Radial viscous fingering was generated in a two-dimensional setting. Both the growth and relaxation of the resulting structures were analyzed. The interface between the interacting fluids was extracted. Properties measured include the structures’ time-dependent perimeter, fractal dimension, and fingertip curvature.
During the growth process, it was observed that the minimal length scale was constant. This enabled a description of the development of the system’s fractal dimension using the physical equations describing the system.

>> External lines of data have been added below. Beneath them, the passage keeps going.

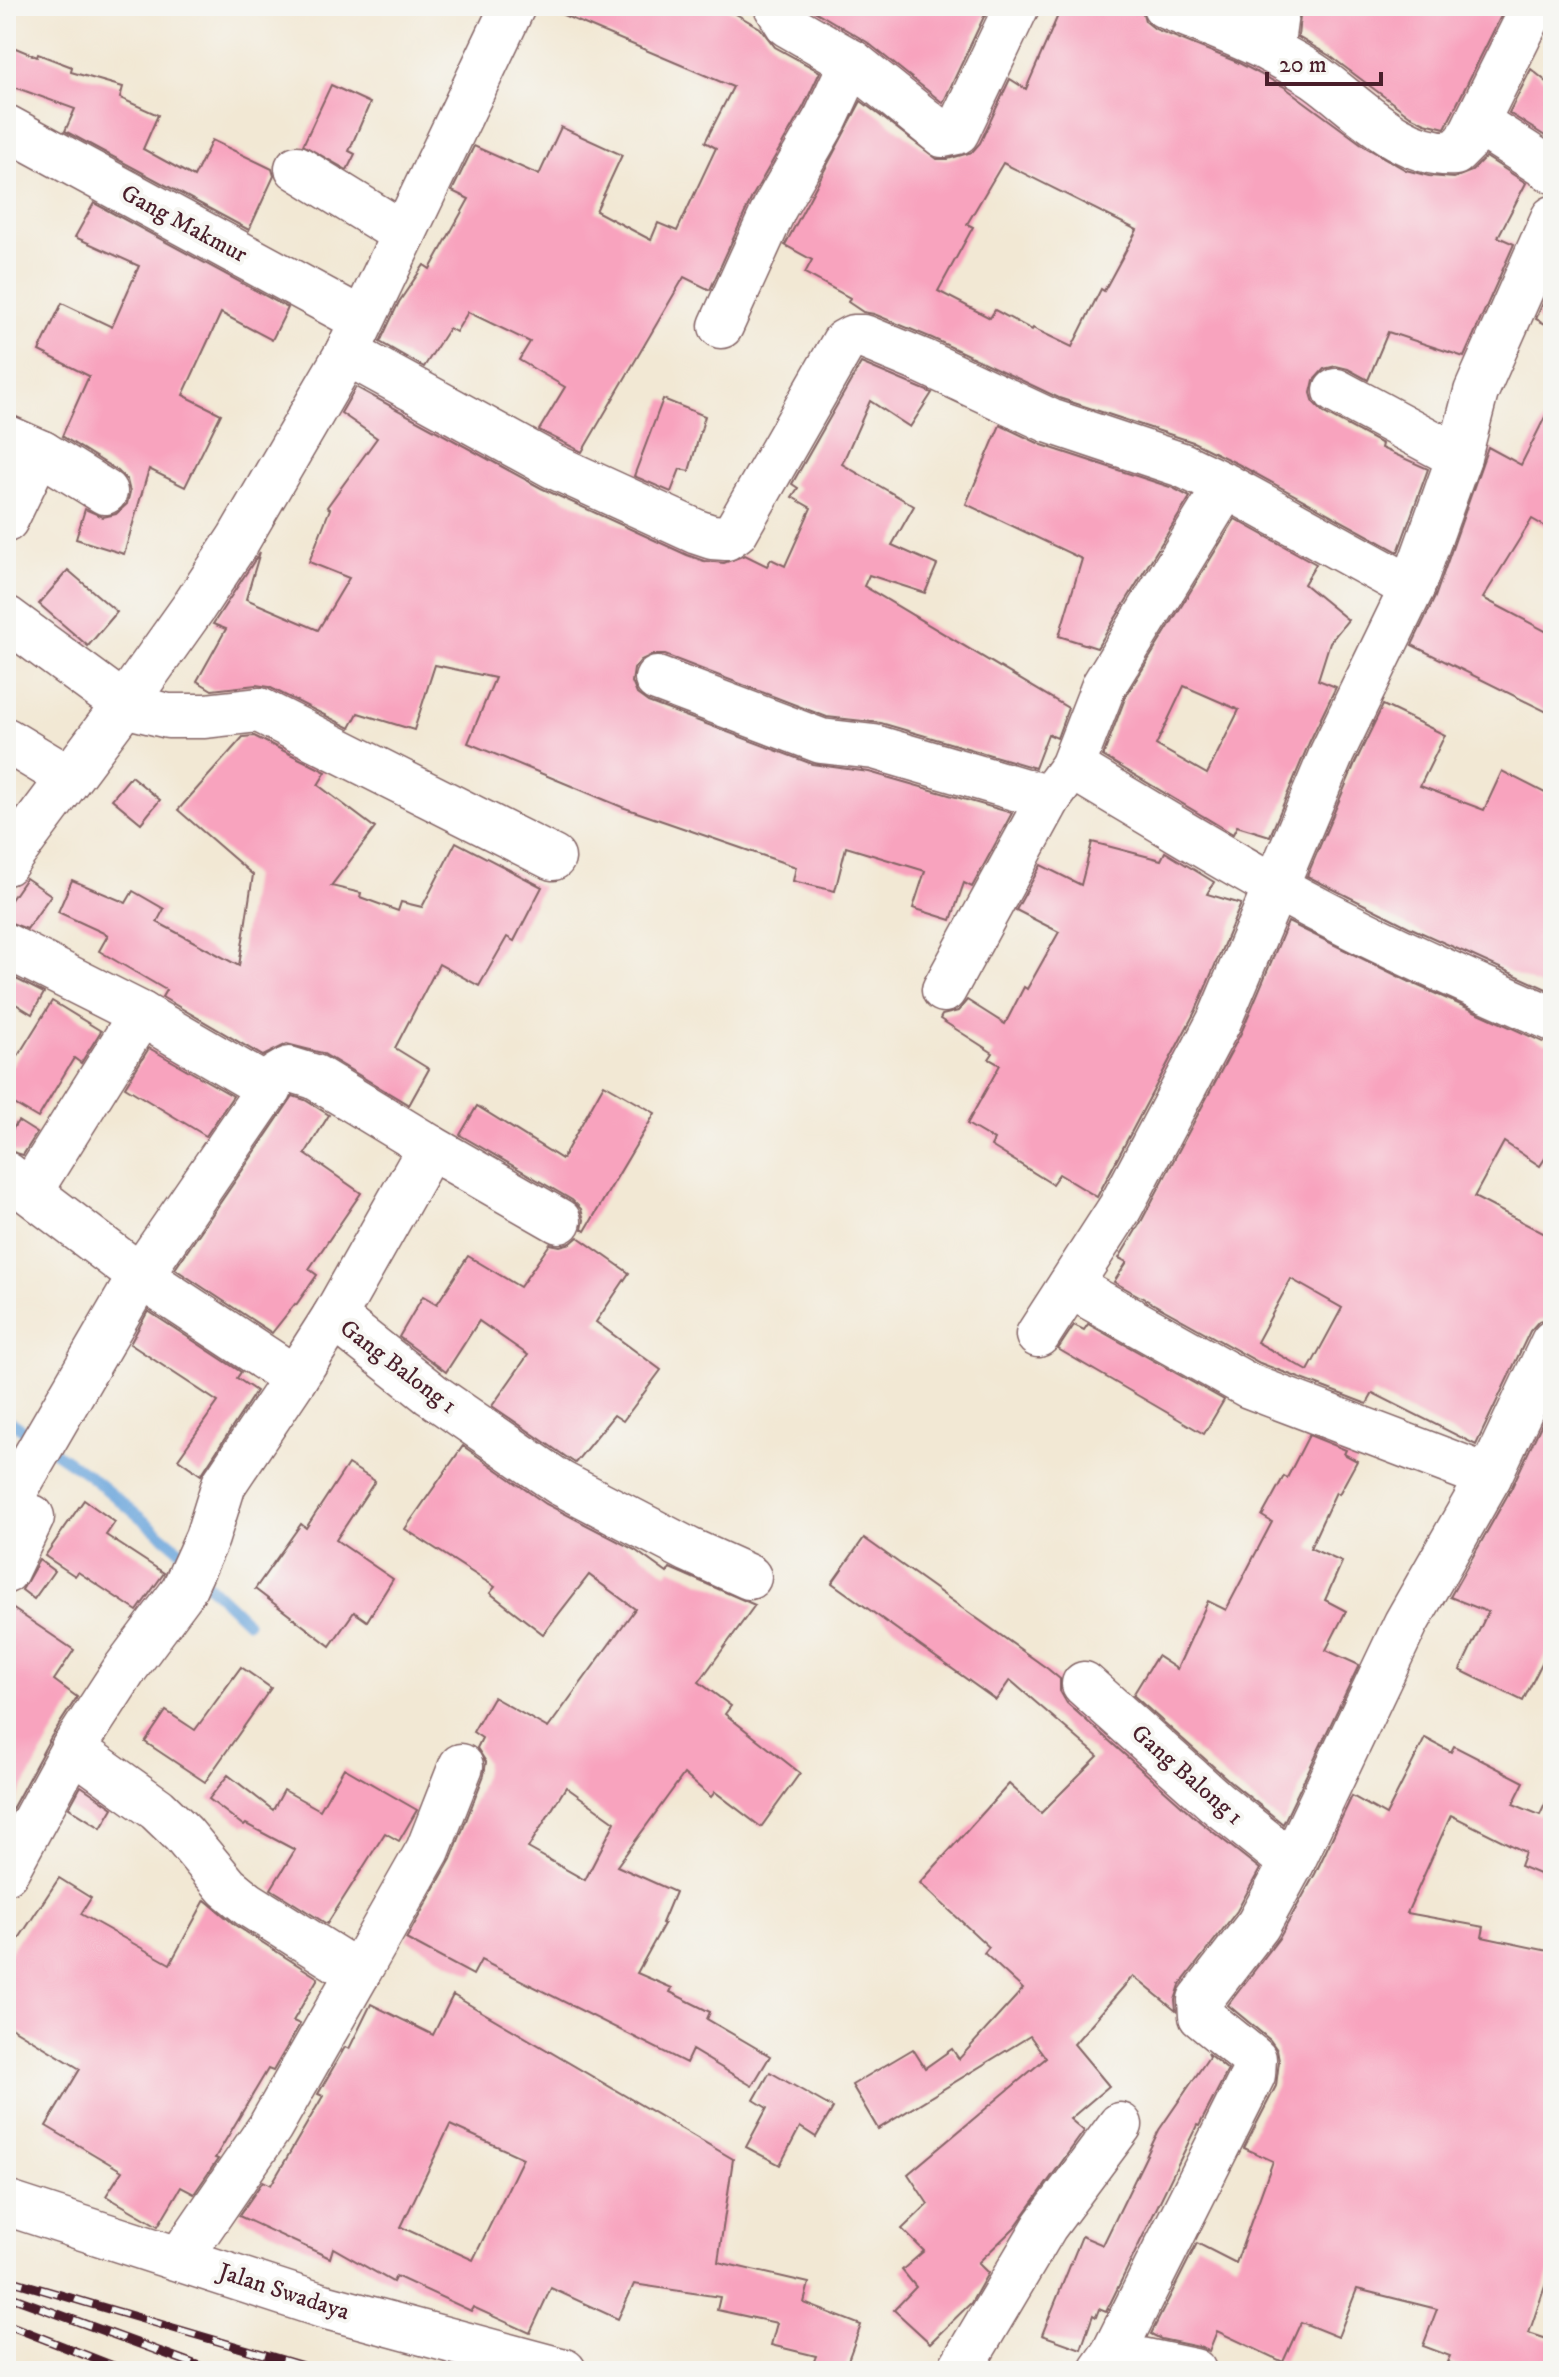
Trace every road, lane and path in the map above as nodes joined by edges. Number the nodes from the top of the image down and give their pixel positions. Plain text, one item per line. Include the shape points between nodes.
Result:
1 (513, 6) edge
2 (776, 6) edge
3 (1017, 6) edge
4 (1165, 6) edge
5 (1277, 6) edge
6 (1537, 6) edge
7 (1271, 51) junction
8 (852, 62) junction
9 (1477, 122) junction
10 (6, 127) edge
11 (297, 168) dead end
12 (1553, 171) edge
13 (1553, 218) edge
14 (404, 234) junction
15 (721, 326) dead end
16 (354, 337) junction
17 (1336, 391) dead end
18 (24, 445) edge
19 (1459, 457) junction
20 (1226, 486) junction
21 (105, 492) dead end
22 (6, 520) edge
23 (1412, 588) junction
24 (6, 618) edge
25 (657, 679) dead end
26 (124, 705) junction
27 (6, 740) edge
28 (69, 778) junction
29 (1061, 783) junction
30 (14, 837) edge
31 (553, 858) dead end
32 (1276, 887) junction
33 (6, 946) edge
34 (944, 990) dead end
35 (141, 1014) junction
36 (1553, 1019) edge
37 (270, 1089) junction
38 (430, 1147) junction
39 (18, 1182) edge
40 (559, 1221) dead end
41 (140, 1276) junction
42 (1070, 1286) junction
43 (334, 1317) junction
44 (1038, 1335) dead end
45 (1549, 1359) edge
46 (295, 1378) junction
47 (1489, 1477) junction
48 (6, 1571) edge
49 (749, 1577) dead end
50 (1084, 1684) dead end
51 (73, 1749) junction
52 (461, 1766) dead end
53 (1292, 1863) junction
54 (6, 1872) edge
55 (358, 1973) junction
56 (1120, 2125) dead end
57 (6, 2203) edge
58 (180, 2258) junction
59 (1107, 2362) edge
60 (564, 2371) edge
61 (959, 2371) edge
62 (1194, 2371) edge

1 - 14 street
2 - 8 street via 788,25
3 - 8 street via 957,132 943,135
4 - 7 street
5 - 7 street
6 - 9 street
7 - 9 street via 1410,145 1455,153
8 - 15 street via 775,207
9 - 12 street
10 - 16 street, Gang Makmur
11 - 14 street
13 - 19 street via 1476,392
14 - 16 street
16 - 20 street, Gang Makmur via 553,466 712,537 726,538 736,531 844,342 853,337 922,361 1050,421 1182,465
16 - 26 street via 238,540
17 - 19 street
18 - 21 street
18 - 22 street via 34,462
19 - 23 street
20 - 23 street
20 - 29 street via 1104,685
23 - 32 street via 1332,753
24 - 26 street
25 - 29 street via 821,741
26 - 28 street
26 - 31 street via 168,716 259,710
27 - 28 street
28 - 30 street
29 - 32 street
29 - 34 street
32 - 36 street via 1465,982
32 - 42 street via 1219,1021 1120,1208
33 - 35 street
35 - 37 street
35 - 39 street
37 - 38 street via 277,1076 289,1069 300,1071
37 - 41 street
38 - 40 street
38 - 43 street
39 - 41 street
41 - 46 street
41 - 48 street via 35,1471
42 - 44 street
42 - 47 street via 1249,1386
43 - 46 street, Gang Balong 1
43 - 49 street, Gang Balong 1 via 431,1394 560,1483
45 - 47 street
46 - 51 street, Gang Balong 1 via 224,1484 183,1591
47 - 53 street via 1406,1623
50 - 53 street, Gang Balong 1
51 - 54 street, Gang Balong 1
51 - 55 street via 157,1809 248,1904
52 - 55 street via 428,1850
53 - 59 street via 1258,1925 1200,2000 1201,2016 1254,2059 1253,2075
55 - 58 street via 278,2115
56 - 61 street via 1045,2226
57 - 58 street, Jalan Swadaya
58 - 60 street, Jalan Swadaya via 323,2306
59 - 62 street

During the relaxation process, it was observed that the perimeter and fractal dimension exhibited time-dependent decay in accordance with a power law. A coarsening process was identified, consistent with the power law fit. A scaling law between the characteristic size of a finger and the characteristic time of decay was developed. The coarsening process is explained using the scaling law, in agreement with experimental results.
As the relaxation process approaches completion, an analytic approximation was performed on the perimeter as a function of time. The characteristic time found agrees with experimental results.
This study provided scaling laws that govern the highly nonlinear growth and relaxation of viscous fingering, and are expected to govern the spatial evolution of many other physical and biological systems.